━━━━━ EXTRACTED INFORMATION
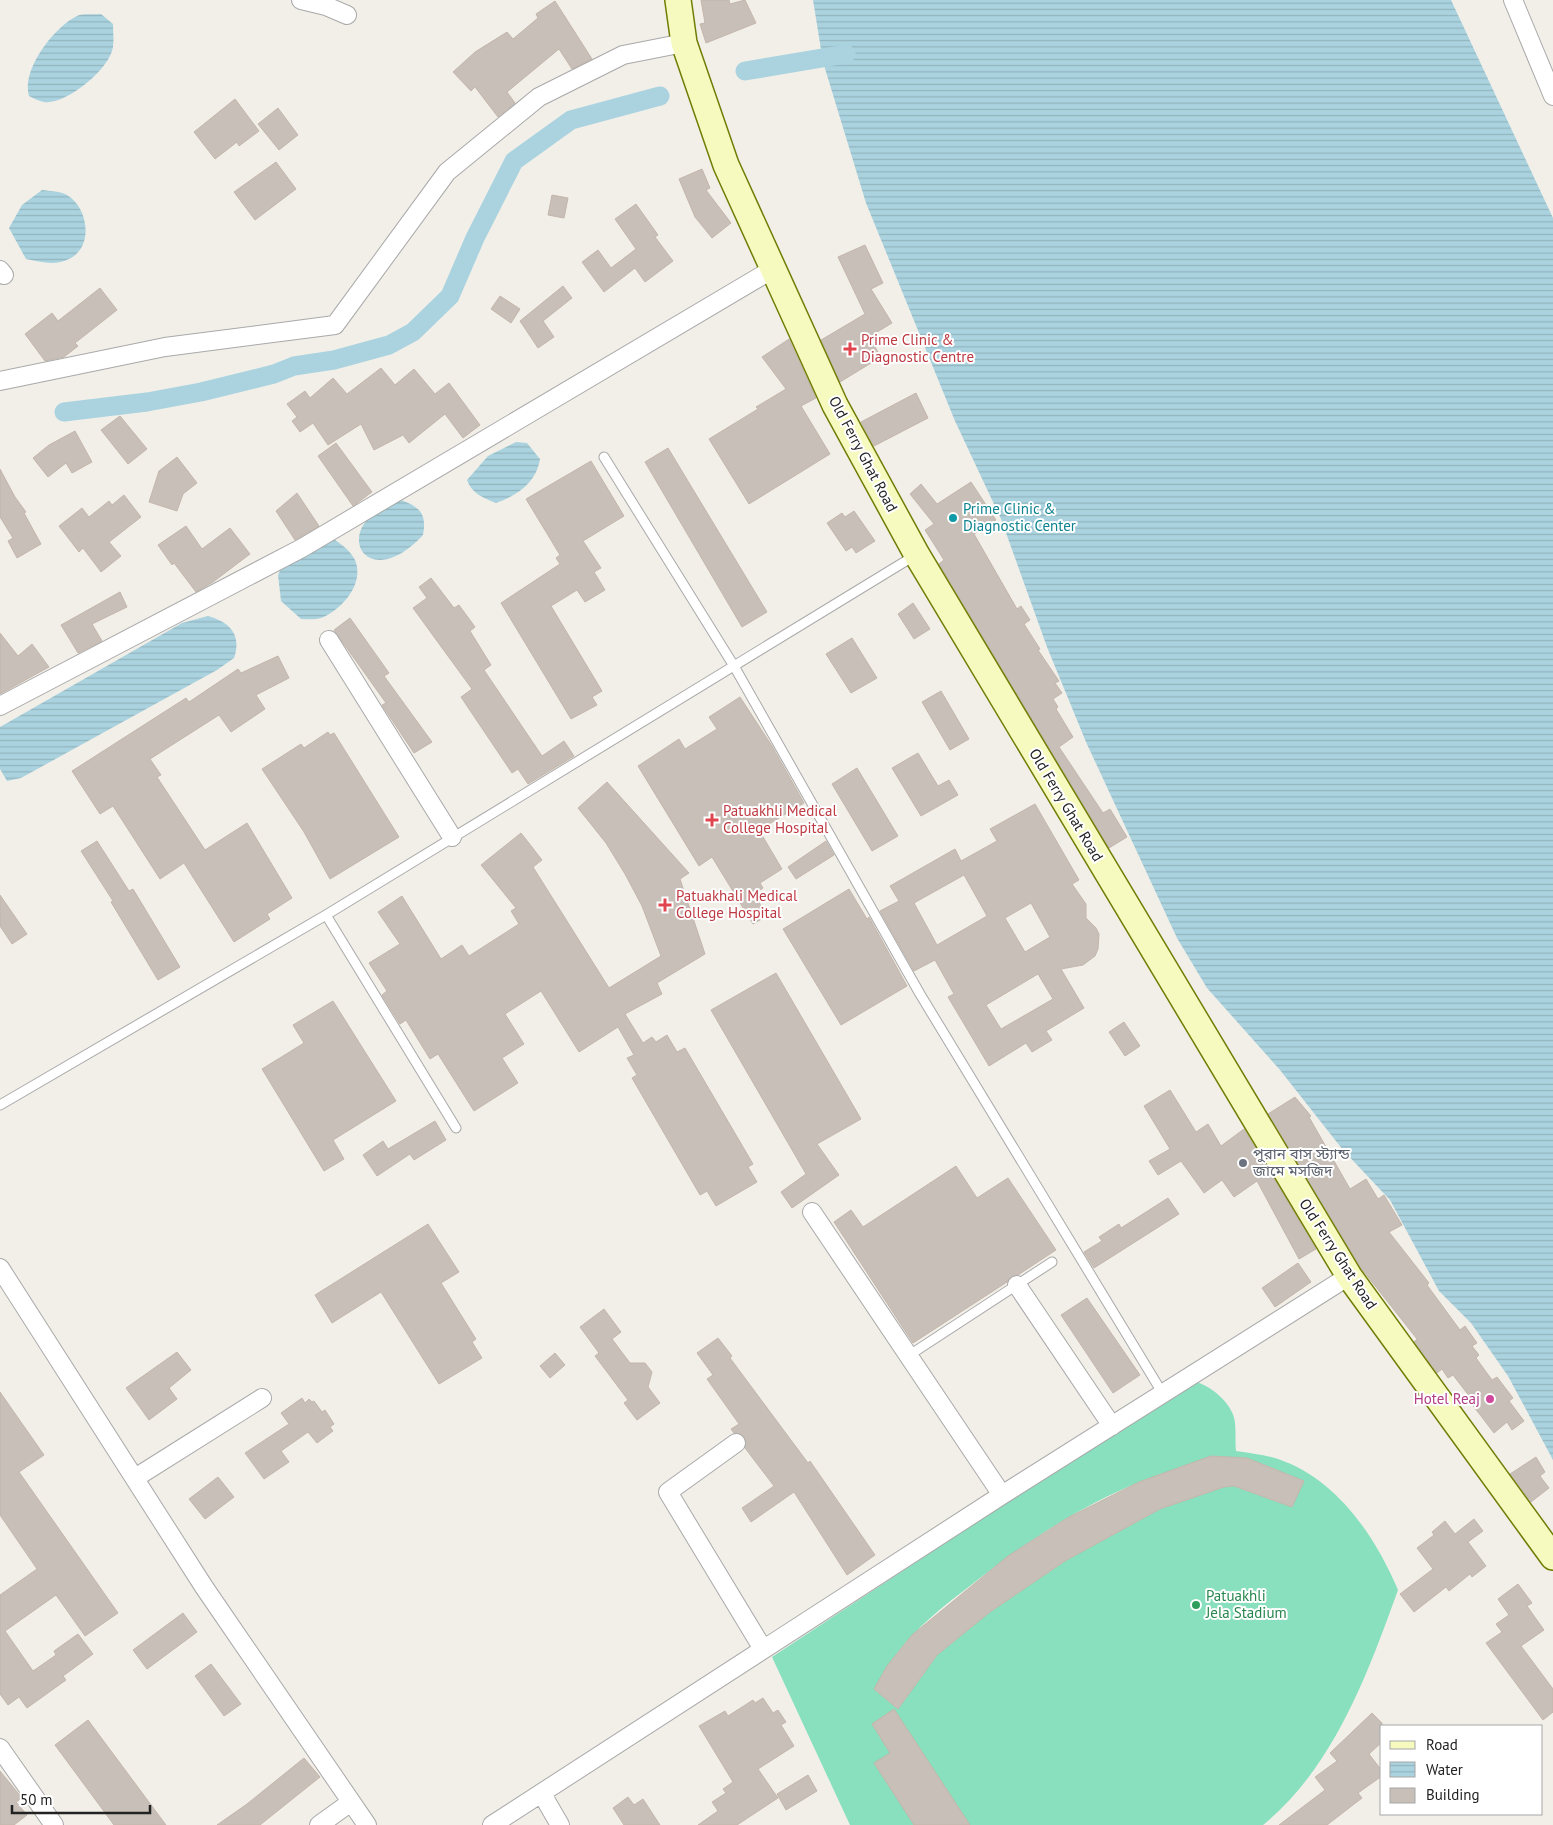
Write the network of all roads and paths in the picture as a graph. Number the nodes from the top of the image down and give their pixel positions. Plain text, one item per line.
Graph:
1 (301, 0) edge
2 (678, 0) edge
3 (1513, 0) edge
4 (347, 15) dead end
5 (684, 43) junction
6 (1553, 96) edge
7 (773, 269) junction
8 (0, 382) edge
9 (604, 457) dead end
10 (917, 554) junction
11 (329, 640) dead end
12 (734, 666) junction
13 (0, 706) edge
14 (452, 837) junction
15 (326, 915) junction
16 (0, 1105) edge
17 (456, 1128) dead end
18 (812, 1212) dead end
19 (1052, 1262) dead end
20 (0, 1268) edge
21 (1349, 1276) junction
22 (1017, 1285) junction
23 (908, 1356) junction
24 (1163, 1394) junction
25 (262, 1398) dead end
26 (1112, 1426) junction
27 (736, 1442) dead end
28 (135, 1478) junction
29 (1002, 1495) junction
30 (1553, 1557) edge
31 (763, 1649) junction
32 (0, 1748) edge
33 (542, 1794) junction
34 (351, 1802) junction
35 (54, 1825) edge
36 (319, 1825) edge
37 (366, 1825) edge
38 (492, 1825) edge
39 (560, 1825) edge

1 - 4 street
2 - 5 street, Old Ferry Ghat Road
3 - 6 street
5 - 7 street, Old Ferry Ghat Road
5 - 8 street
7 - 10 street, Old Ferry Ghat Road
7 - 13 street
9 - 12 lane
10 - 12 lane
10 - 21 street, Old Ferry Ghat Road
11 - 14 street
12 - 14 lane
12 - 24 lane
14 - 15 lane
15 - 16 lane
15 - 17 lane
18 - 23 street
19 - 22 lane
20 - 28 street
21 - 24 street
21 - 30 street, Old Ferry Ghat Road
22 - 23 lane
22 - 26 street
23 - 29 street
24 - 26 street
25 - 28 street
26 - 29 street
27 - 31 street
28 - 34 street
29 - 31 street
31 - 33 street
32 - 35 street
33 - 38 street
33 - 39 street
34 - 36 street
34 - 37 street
━━━━━━━━━━
━━━━━ EXTRACTED INFORMATION
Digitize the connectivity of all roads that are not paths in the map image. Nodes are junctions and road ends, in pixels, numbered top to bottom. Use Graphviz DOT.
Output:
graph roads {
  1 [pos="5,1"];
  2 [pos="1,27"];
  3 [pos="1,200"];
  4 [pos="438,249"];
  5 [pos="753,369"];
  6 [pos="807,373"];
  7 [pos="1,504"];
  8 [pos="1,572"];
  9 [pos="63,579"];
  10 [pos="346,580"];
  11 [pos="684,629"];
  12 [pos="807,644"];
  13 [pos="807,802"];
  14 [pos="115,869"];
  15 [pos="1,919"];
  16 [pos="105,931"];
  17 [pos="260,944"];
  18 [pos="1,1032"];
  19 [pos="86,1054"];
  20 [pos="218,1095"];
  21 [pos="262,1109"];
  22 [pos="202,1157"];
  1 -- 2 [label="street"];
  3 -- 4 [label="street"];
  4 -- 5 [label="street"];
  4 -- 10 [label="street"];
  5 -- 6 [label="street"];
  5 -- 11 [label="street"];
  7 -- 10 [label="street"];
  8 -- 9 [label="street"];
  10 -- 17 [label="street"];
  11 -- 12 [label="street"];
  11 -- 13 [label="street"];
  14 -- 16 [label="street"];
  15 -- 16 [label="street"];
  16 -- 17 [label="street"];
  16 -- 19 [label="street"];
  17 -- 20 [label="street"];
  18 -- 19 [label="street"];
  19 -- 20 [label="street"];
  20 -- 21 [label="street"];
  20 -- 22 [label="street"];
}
━━━━━━━━━━
### ASSIGNMENT:
Across the entries above, state how many lines include the string "lane", with no other text.

### TASK OUTPUT:
9